■ INPUT DATA ■
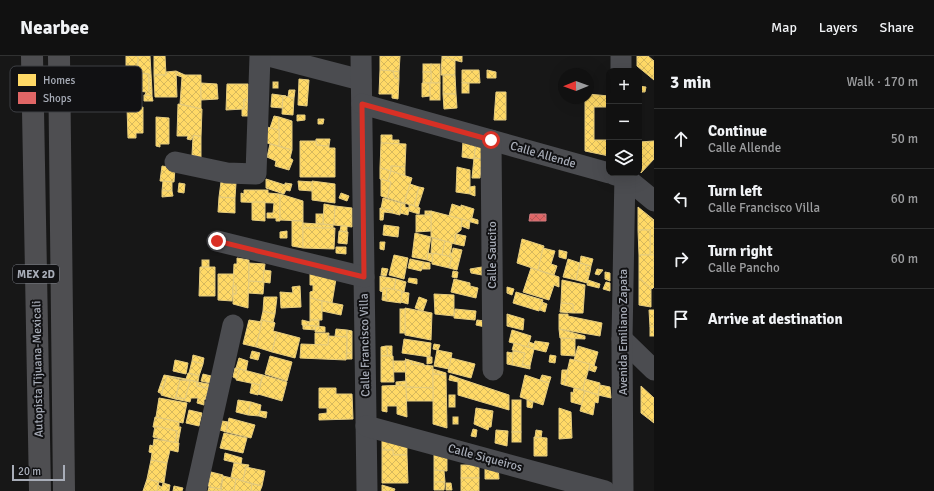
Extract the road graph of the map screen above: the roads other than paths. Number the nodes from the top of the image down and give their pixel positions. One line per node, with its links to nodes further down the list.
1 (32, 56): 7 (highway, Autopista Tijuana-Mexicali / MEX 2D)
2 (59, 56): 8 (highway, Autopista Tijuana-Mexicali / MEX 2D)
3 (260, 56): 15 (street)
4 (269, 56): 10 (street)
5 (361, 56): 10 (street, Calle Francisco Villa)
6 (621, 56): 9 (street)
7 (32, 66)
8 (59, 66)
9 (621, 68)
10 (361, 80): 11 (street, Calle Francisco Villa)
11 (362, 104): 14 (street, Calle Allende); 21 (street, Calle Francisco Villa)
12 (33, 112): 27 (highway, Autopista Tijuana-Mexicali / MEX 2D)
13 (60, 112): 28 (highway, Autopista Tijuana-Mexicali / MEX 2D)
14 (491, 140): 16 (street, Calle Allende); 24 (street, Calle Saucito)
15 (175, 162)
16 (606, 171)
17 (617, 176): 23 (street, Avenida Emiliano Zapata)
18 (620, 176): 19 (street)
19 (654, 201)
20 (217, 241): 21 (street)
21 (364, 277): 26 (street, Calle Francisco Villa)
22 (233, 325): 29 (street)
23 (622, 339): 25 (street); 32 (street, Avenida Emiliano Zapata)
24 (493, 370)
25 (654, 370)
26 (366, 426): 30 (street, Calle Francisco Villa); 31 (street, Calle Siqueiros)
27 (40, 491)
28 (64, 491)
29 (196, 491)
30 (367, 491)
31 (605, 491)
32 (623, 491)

...

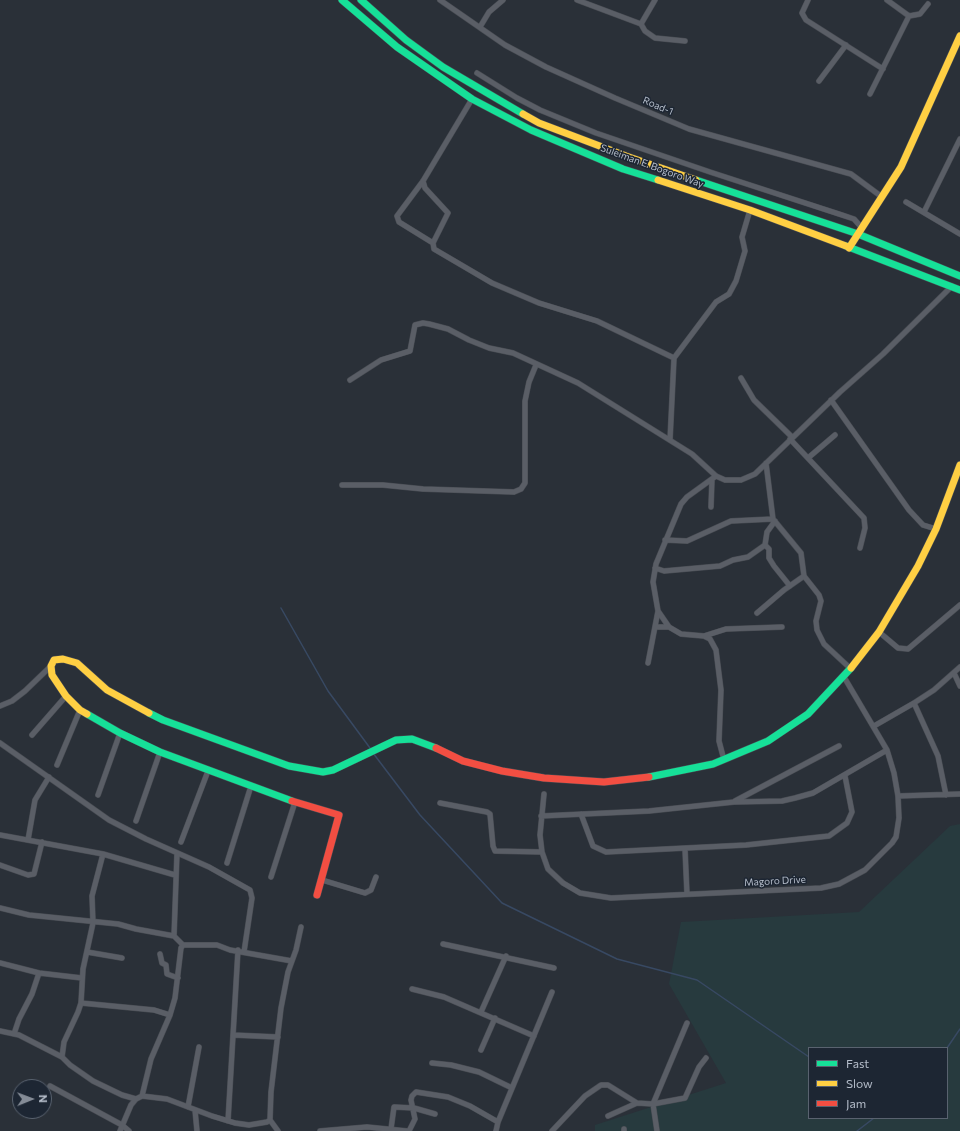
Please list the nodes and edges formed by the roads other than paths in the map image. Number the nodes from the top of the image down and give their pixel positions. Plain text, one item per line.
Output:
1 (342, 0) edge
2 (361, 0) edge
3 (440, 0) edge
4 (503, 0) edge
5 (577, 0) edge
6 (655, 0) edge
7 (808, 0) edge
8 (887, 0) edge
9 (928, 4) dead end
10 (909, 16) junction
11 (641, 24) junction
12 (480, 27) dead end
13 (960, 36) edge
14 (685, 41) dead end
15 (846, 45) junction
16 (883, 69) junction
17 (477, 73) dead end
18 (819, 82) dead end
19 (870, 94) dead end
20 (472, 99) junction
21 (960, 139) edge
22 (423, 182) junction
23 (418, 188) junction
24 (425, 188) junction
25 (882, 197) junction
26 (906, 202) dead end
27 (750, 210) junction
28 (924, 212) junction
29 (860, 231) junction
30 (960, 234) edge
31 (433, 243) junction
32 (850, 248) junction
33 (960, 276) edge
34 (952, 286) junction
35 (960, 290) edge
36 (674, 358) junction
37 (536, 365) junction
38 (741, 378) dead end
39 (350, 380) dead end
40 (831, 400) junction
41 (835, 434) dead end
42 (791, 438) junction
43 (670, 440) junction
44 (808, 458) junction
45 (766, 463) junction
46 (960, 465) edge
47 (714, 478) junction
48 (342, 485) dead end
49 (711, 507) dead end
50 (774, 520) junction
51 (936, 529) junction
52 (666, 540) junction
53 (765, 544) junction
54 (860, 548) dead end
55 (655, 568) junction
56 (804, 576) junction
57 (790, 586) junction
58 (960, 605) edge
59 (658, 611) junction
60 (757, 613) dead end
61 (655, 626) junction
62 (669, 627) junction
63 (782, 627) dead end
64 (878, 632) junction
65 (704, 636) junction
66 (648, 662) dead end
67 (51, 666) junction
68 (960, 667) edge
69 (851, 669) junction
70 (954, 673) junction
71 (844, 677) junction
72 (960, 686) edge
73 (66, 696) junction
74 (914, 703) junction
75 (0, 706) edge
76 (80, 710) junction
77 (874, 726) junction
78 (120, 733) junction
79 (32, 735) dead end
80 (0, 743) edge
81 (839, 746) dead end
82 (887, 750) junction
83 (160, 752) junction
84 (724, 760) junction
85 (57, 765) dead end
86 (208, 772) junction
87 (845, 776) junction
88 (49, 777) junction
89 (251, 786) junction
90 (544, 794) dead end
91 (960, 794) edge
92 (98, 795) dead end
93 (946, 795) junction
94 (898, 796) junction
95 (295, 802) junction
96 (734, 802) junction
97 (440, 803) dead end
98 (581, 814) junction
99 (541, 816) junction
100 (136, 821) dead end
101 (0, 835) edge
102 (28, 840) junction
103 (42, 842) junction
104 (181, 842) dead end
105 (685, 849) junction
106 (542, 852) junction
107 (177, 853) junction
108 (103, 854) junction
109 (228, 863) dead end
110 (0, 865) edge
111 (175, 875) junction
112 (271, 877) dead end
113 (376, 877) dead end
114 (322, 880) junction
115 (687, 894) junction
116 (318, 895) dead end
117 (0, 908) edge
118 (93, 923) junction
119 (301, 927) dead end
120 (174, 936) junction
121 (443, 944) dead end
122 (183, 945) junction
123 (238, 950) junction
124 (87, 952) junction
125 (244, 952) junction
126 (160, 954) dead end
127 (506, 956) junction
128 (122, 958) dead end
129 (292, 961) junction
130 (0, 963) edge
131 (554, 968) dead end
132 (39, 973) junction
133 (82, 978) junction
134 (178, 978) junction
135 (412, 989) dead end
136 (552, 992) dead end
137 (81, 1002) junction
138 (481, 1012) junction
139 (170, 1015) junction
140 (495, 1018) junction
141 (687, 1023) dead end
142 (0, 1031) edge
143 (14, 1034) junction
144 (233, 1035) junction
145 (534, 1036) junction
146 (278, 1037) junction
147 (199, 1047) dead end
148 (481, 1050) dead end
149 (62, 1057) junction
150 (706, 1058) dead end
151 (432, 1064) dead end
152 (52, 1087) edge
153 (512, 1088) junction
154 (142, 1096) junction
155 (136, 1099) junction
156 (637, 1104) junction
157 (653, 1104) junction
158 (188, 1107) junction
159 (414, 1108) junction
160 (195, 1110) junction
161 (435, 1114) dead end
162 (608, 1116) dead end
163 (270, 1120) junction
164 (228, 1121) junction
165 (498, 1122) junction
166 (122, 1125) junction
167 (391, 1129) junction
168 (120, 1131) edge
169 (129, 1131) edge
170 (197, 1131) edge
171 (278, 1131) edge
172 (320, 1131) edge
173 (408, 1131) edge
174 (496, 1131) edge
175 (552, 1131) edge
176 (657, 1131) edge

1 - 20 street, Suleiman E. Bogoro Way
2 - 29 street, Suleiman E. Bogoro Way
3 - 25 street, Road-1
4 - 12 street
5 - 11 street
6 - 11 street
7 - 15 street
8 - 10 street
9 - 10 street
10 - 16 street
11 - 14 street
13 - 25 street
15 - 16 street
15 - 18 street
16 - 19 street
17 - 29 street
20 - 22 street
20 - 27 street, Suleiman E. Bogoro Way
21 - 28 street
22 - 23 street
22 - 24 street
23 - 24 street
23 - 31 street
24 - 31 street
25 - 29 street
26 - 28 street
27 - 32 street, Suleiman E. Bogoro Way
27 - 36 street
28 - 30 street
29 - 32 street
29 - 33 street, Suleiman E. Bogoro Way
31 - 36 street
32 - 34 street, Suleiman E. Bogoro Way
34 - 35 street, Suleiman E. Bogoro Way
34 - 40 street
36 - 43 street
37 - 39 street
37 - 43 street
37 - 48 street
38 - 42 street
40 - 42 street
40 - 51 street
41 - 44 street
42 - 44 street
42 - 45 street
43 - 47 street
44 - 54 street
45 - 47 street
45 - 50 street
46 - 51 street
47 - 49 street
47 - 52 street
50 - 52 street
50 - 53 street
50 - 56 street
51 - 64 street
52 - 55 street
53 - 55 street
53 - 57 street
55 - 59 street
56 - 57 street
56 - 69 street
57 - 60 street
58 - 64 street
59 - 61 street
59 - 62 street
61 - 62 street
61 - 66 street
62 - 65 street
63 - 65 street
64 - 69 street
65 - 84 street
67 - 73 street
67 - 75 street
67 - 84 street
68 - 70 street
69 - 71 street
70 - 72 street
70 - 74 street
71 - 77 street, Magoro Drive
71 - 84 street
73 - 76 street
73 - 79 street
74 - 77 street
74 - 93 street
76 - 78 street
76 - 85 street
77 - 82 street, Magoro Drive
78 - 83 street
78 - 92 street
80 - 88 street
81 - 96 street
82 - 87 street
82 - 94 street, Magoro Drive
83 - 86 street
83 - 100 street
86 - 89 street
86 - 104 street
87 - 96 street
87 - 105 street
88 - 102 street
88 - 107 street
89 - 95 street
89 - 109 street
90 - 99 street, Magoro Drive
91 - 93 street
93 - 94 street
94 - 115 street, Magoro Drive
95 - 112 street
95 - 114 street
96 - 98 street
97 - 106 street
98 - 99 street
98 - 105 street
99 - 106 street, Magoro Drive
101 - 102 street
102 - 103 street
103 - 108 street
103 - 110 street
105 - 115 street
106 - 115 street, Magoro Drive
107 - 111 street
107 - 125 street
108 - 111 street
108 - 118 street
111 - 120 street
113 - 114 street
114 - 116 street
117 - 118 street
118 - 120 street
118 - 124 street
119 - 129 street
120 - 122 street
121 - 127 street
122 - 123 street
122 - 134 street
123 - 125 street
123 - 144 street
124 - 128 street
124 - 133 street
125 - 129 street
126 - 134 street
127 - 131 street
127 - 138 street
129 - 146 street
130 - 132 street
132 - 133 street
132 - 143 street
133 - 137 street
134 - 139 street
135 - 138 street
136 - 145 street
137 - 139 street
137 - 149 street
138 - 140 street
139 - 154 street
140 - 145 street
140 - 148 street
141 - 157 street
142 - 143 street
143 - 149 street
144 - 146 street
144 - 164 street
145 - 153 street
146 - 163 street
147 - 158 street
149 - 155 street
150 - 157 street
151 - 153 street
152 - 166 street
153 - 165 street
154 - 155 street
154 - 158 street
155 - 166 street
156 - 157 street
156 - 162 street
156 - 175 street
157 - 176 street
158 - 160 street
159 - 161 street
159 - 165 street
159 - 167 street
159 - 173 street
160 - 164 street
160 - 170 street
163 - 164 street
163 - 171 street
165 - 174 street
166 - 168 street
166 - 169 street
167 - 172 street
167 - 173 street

--

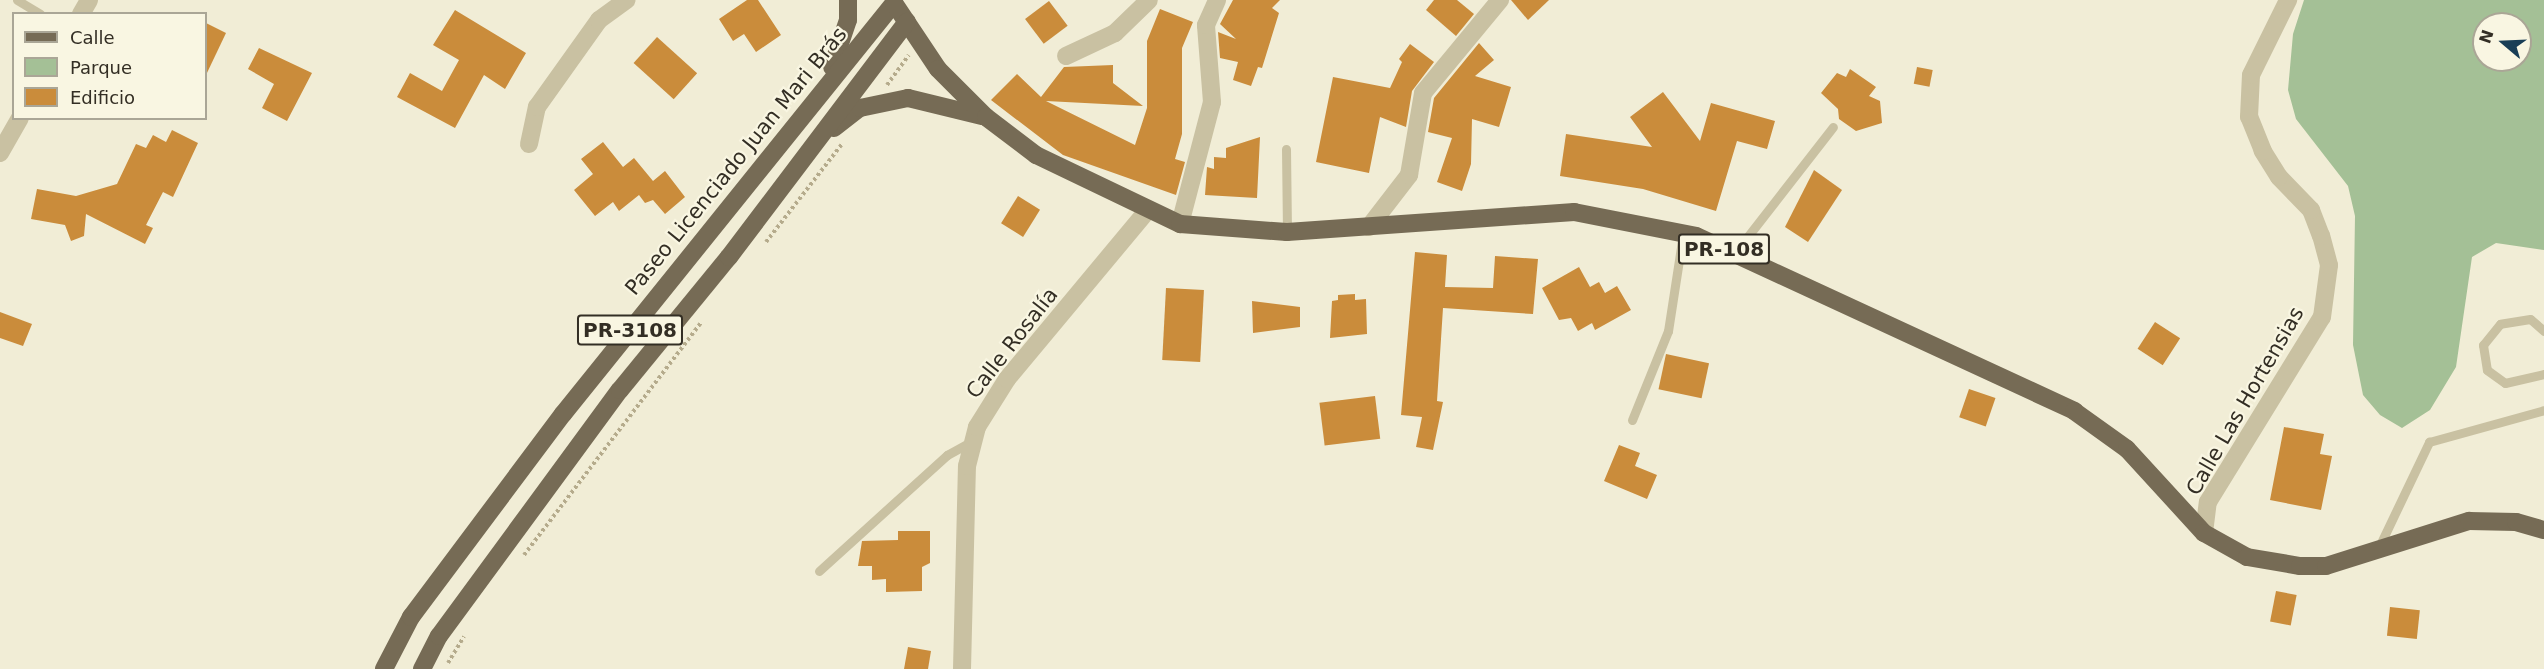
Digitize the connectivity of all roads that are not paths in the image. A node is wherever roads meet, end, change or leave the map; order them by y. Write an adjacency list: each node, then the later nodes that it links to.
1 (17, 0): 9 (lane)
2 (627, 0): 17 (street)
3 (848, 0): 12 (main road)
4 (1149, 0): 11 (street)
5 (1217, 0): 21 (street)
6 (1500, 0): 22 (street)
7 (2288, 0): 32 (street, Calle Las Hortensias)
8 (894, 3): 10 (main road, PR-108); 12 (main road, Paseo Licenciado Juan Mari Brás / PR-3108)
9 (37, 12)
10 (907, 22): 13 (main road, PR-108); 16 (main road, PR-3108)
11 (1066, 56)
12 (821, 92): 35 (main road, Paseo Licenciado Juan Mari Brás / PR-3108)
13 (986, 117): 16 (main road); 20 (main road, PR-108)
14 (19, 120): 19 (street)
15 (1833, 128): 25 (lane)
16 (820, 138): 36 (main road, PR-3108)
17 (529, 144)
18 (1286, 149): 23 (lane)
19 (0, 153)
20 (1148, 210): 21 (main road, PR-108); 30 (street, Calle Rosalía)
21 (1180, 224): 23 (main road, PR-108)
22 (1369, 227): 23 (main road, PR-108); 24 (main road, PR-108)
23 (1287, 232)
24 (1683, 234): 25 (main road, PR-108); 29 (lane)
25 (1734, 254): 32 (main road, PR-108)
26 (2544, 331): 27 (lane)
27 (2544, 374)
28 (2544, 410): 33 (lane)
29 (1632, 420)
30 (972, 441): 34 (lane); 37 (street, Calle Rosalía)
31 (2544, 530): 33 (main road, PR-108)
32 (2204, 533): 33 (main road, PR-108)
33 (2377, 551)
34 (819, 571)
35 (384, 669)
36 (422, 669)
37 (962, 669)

■ PROBLEM DESCRIPTION ■
In the listing above, how many lines include the string "pixel"? Reply with the number alone.

■ THE ANSWER ■
2